In an action alert, NSIA Director Liz Hamilton claimed the Corps is “shirking” its responsibility to mitigate for its western Cascade dams that dropped salmon and steelhead returns in the basin to just 3 percent of how many fish once returned.

“In the face of already diminished returns, reductions of this magnitude would effectively bury sportfishing in the Willamette River Basin,” she stated, home to where 70 percent of the state’s population lives and recreates.

The Association of Northwest Steelheaders is also driving members to take action.

The summer steelhead program began in the late 1960s and provided a harvest of as many as 18,600 hatchery fish in the mainstem Willamette River and its tributaries as recently as 2012. Since then, runs have fallen on hard times, with a return of just 1,157 counted at Willamette Falls last year, a low mark back to the program’s beginnings.

Around 360,000 smolts were released into the North and South Forks of the Santiam and McKenzie Rivers in 2022, per ODFW’s latest posted propagation report.

For its part, the Corps’s Robert Wertheimer, acting Chief of Fisheries for the Portland District, acknowledges that federal funding for summer steelhead production is going away,

“Balancing conservation and angling opportunities requires difficult decisions; and our decision to eliminate summer steelhead was one of those. With our team of experts, we made what we believe to be the right decision: to fully fund the spring Chinook salmon yearling smolts in the McKenzie and Santiam subbasins and not the summer steelhead because of funding limitations and because summer steelhead are a non-native species,” Wertheimer said in a prepared statement.

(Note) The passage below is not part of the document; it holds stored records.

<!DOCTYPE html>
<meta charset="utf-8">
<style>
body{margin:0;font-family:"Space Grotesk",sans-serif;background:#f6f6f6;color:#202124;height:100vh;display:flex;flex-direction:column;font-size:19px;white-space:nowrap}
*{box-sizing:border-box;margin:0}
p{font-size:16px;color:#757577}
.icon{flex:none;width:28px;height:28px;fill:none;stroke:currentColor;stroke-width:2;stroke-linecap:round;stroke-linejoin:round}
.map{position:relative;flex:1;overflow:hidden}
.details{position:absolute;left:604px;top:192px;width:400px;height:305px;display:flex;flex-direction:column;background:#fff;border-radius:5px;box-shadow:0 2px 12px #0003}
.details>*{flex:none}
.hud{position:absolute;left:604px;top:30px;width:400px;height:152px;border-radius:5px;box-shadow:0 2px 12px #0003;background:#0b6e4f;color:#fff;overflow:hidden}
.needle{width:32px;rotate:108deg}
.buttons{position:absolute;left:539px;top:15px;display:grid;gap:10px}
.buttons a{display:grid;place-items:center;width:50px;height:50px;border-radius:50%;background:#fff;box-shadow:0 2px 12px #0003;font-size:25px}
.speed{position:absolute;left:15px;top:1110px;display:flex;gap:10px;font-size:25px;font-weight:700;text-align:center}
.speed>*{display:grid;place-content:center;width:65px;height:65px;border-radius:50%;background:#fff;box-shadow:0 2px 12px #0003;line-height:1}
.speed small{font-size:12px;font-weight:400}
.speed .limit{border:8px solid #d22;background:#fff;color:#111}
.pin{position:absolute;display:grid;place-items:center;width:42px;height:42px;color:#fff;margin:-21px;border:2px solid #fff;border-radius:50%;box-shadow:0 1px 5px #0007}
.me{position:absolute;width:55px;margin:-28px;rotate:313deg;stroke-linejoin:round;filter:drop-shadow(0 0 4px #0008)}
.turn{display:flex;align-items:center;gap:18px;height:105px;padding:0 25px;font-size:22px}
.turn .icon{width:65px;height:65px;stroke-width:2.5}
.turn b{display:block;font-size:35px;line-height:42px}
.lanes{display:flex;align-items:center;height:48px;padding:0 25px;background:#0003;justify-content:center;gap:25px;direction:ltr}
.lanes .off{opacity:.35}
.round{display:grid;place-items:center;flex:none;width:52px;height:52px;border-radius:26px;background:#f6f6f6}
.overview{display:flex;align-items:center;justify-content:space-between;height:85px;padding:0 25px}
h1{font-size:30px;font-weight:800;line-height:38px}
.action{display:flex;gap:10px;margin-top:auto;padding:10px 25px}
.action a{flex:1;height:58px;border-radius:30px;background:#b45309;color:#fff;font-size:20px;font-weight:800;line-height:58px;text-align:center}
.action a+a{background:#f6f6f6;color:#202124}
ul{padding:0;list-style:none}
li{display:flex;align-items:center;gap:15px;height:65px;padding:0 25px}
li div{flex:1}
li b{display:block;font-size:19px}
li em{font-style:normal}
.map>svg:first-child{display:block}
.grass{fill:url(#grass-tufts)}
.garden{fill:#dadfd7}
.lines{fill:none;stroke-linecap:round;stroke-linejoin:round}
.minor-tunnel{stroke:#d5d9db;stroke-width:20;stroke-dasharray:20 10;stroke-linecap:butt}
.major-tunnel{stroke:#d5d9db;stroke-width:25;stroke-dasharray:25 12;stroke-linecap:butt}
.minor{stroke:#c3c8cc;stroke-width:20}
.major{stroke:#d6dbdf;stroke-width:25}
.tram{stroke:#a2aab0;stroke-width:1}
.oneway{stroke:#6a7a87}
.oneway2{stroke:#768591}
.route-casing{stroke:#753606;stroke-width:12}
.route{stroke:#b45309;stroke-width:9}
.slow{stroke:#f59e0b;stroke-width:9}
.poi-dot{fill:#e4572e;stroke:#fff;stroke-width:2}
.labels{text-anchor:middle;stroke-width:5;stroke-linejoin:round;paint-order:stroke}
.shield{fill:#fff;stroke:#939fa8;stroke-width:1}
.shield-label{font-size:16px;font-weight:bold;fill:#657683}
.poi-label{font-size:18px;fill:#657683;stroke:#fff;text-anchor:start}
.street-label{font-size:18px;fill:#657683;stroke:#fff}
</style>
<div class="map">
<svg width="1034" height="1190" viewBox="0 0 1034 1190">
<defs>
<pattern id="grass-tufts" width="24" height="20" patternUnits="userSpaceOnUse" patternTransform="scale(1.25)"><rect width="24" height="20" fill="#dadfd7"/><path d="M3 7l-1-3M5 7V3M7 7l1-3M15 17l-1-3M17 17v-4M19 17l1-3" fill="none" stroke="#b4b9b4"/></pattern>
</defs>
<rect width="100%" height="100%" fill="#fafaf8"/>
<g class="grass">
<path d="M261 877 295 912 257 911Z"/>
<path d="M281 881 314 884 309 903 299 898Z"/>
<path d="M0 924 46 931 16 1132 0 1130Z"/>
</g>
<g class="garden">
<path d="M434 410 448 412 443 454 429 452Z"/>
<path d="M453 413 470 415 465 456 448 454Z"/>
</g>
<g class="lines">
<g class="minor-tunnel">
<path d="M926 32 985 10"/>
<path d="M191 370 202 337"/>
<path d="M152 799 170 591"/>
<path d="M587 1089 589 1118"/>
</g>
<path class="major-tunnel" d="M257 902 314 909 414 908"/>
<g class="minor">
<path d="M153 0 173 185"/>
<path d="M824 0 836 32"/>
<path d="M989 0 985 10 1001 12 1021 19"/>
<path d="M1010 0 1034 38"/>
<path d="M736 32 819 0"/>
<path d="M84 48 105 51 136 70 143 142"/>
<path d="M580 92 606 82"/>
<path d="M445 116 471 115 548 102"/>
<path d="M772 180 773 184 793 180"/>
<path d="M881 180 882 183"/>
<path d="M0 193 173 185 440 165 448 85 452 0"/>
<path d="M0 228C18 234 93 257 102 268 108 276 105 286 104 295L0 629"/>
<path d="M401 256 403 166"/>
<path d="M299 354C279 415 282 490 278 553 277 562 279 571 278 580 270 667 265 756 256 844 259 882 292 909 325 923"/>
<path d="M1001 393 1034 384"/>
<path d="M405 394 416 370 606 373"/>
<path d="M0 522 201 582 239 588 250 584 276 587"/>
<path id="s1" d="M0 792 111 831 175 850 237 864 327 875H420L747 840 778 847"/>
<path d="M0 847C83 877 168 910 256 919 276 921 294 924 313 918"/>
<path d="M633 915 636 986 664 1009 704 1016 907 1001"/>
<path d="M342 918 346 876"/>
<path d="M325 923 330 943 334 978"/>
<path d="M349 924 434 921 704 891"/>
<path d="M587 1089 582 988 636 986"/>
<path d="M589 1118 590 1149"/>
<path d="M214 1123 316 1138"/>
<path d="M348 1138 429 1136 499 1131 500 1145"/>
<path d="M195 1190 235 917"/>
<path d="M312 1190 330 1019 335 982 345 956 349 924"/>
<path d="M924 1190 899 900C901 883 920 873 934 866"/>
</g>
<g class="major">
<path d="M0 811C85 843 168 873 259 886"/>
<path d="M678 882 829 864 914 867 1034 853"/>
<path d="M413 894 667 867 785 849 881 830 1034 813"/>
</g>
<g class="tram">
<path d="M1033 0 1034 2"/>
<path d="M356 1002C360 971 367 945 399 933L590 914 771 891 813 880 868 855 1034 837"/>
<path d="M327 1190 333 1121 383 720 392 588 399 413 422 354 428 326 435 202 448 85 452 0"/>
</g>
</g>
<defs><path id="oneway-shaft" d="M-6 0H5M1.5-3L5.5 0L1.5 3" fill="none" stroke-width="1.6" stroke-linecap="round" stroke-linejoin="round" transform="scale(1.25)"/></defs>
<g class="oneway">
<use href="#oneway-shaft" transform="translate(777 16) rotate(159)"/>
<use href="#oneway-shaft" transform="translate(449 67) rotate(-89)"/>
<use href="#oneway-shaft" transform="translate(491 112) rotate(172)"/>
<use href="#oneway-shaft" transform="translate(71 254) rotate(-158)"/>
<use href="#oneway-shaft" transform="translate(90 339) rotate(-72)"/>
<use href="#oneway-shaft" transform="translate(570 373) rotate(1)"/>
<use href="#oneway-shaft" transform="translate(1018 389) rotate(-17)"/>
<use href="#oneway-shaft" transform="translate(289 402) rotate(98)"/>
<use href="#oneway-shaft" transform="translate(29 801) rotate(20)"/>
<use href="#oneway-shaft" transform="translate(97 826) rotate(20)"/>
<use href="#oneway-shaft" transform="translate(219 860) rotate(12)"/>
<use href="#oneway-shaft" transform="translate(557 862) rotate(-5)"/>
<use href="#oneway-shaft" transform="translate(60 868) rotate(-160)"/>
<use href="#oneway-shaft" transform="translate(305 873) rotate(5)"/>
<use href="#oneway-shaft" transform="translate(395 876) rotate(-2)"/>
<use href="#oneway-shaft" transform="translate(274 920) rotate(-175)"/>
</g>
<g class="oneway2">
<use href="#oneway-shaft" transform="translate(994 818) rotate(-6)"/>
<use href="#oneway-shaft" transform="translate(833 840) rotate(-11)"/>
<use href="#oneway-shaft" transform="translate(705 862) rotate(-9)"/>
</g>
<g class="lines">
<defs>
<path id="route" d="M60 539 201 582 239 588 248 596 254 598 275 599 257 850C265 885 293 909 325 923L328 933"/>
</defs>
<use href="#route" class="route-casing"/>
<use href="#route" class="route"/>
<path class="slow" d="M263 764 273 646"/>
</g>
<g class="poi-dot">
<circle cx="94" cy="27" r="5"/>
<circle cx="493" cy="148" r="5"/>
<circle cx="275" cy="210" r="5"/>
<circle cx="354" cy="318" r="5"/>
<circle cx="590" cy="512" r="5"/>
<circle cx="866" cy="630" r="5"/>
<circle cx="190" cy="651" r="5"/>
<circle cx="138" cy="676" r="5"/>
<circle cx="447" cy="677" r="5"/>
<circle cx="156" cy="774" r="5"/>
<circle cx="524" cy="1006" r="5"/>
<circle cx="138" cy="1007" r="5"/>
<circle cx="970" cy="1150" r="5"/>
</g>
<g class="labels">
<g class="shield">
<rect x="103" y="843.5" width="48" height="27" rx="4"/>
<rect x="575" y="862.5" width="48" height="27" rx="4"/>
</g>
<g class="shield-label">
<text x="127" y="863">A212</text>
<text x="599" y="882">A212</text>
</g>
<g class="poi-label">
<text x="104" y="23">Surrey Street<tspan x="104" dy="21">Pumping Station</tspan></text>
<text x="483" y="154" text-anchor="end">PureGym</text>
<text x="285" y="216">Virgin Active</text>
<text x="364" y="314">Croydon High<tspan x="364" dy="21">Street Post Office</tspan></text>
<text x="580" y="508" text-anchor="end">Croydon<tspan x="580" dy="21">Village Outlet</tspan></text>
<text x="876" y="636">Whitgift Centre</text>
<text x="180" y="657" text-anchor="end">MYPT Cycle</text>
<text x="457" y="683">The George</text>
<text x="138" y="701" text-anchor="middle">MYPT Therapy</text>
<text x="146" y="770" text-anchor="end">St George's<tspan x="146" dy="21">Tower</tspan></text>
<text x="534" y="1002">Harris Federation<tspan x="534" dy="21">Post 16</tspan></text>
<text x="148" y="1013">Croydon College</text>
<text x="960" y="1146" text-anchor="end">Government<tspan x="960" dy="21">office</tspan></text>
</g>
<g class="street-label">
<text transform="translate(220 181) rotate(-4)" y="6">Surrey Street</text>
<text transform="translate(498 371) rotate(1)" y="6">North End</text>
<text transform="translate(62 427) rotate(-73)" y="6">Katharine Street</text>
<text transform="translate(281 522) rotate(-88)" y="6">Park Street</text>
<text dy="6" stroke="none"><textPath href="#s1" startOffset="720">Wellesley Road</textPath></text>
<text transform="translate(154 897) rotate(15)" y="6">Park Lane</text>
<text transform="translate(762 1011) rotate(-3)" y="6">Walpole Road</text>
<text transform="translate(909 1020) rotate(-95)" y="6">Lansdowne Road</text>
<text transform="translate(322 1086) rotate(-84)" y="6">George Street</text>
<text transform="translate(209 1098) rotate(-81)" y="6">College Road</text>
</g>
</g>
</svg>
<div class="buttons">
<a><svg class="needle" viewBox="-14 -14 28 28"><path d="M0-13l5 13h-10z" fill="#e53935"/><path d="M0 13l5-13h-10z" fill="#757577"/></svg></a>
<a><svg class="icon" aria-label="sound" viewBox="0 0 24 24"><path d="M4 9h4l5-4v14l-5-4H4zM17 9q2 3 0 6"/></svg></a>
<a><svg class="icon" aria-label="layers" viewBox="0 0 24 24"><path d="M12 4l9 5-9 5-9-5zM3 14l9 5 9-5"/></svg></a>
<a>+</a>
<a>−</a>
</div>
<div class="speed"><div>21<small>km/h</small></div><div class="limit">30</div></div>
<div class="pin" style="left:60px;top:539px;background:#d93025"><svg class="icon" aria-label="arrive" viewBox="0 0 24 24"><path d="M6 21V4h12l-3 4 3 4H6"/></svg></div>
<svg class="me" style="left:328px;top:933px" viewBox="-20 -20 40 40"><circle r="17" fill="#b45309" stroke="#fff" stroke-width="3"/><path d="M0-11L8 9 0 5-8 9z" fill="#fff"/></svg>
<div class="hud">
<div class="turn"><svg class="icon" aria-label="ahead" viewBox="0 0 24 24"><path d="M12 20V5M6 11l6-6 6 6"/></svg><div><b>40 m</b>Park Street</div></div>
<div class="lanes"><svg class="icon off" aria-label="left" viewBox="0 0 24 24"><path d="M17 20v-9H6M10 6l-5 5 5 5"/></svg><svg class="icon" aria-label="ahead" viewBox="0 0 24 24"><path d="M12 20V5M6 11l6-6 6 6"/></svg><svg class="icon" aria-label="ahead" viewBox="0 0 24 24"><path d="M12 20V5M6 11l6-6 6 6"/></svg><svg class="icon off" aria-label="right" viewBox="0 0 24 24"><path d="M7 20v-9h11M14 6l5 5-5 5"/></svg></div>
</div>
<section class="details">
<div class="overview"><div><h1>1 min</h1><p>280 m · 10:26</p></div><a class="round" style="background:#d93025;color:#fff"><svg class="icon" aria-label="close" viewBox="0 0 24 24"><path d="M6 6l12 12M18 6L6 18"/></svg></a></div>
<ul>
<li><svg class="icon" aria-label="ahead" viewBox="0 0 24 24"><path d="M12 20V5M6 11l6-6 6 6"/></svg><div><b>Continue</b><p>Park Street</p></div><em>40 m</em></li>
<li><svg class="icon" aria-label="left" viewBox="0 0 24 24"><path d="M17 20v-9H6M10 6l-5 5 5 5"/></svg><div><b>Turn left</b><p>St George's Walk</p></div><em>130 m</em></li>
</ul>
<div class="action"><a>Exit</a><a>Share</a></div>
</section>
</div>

He said that making budget decisions two years ahead of time means that sometimes spending projections don’t always match the actually available funding.

It’s believed that spring Chinook and winter steelhead were historically the only fish able to make it over Willamette Falls, but from the early 2000s into the mid-2010s, an average of almost 596,000 out-of-basin Skamania-strain summer smolts were released into upper Willamette tribs annually. Up to 34,000 hatchery summer-runs used the falls’ fish ladder to ascend into the upper basin as recently as the early 2000s. The average smolt-to-adult survival rate of 2.9 percent was relatively high and would have been to die for in other parts of the Northwest.

This is not the first time Willamette summer steelhead have been on the chopping block.

In 2018, NSIA learned that Leaburg Hatchery on the McKenzie stood to be mothballed, impacting production of 108,000 summer-runs and 459,000 rainbows, but at the 11th hour, state lawmakers came up with $1.3 million to continue operations. The legislature had to come to the rescue again in 2019 to save the North Santiam program after a lawsuit from wild fish groups left the Corps gun shy about funding it.

Earlier this year following an annual Corps-ODFW-McKenzie River Guides Association meeting, a report from the organization began floating around online stating that the state agency has eggs on hand in case the program can be resumed and that a final go-no go point is coming up in May.

As for those Willamette spring Chinook releases, the Corps’ Wertheimer said that this year’s available funding will provide for the release of just under 1.87 million yearlings into the Middle Fork Willamette, 604,750 into the McKenzie, 639,000 into the South Santiam, and 704,000 into the North Santiam. 

“Across the Portland District’s area of responsibility, we rely on varied operational approaches and consider fish habitat, hatchery programs and harvest for an effective fish restoration strategy,” he said.